“Have you ever felt motion sickness rather than momentum?”
The summer before my junior year in high school, I realized I was only made of half-hearted pursuits. I wanted to be more than that. I wanted to be a solid collection of passions I could count off on three fingers or more; I needed something to define me. I immediately began setting a web of short-term goals.
Results came slowly, until I began to see goal-reaching as a game of daily successes. Obstacles dissolved so easily that I achieved things not even on my agenda; I walked right into opportunities that no one had taken yet, simply because no one else had gone that “extra mile”.
This growing web was exhilarating; the more I challenged myself, the more people, organizations, ideas, and places opened up for me. I was volunteering for people, and they were, in turn, volunteering me for fantastic opportunities I didn’t know existed. I felt needed, I felt successful, and I felt fulfilled. No longer was I an untouched list of errands. My network was throwing me in the company of people who knew my name before I could even ask for theirs.
I thought I was keeping up.
Fact: I was not actually keeping up.
Halfway through my freshman year in college, I realized my agenda was dragging me painfully from my Monday 8ams, to my short-lived weekends which were more like three-day catch-up games. I always woke up at the beginning of another week, shocked that Monday was already staring me in the face. I looked hopelessly at my calendar app and the rainbow of overlapping events.
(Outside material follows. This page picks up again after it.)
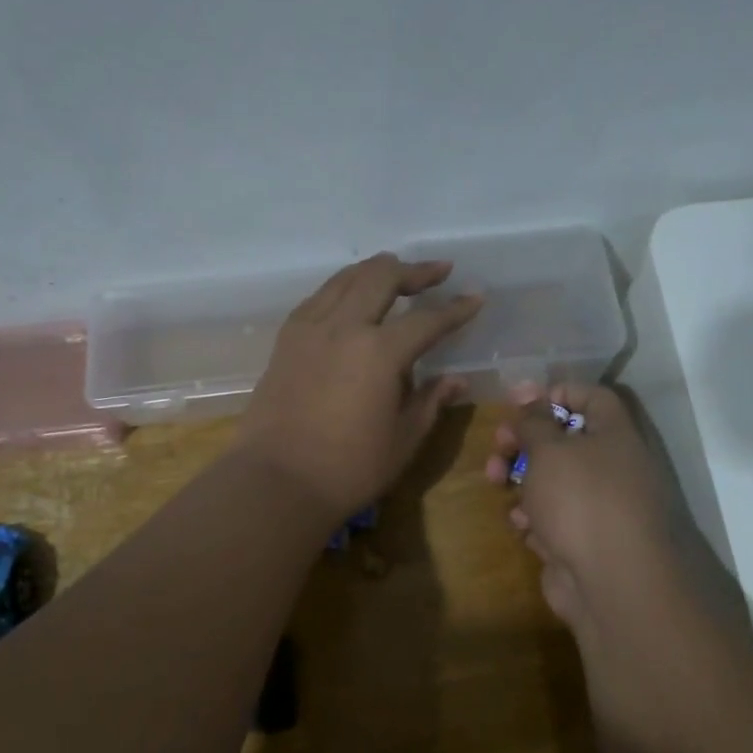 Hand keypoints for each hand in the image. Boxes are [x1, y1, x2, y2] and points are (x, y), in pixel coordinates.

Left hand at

Somewhere along the way, they had all become half-hearted interests again. How was I supposed to call them passions, when the only way I found time for them was by squeezing three daily reminders into my calendar? Opportunities smelled like chores, signing up for anything was making a hollow promise, and I was volunteering solely as an opportunist (not out of the kindness of my heart).
My calendar was no longer a tool, but my boss.
That morning I decided to end the catch-up game. I held up my hand and once again counted off my top three priorities. Dozens of other priorities fought for attention, reeking of obligation and potentially wasted opportunity. But I looked at the three fingers I had just counted off, and I smiled. Progress was going to come so much more easily now, because of all the extra weight I had just thrown off.
Immediately, my weekends started looking like weekends again.
I found time again for lunch on a daily basis, I had meaningful conversations with the friends I’d seen so little of, and progress began moving at an astonishing rate. Of course, opportunity always presents itself to the moving, and luck will favor the prepared. Lists, as they are made to do, will grow, and errands will all vie for my breath, my time, and my energy. But whenever my mind gets tired with the weight of an overlapping calendar and progress is almost nonexistent despite my perpetual busyness, I always know that the stress has a remedy in three-finger priorities.
Without simplicity, I would only have a mess of misplaced ambition where direction is supposed to be.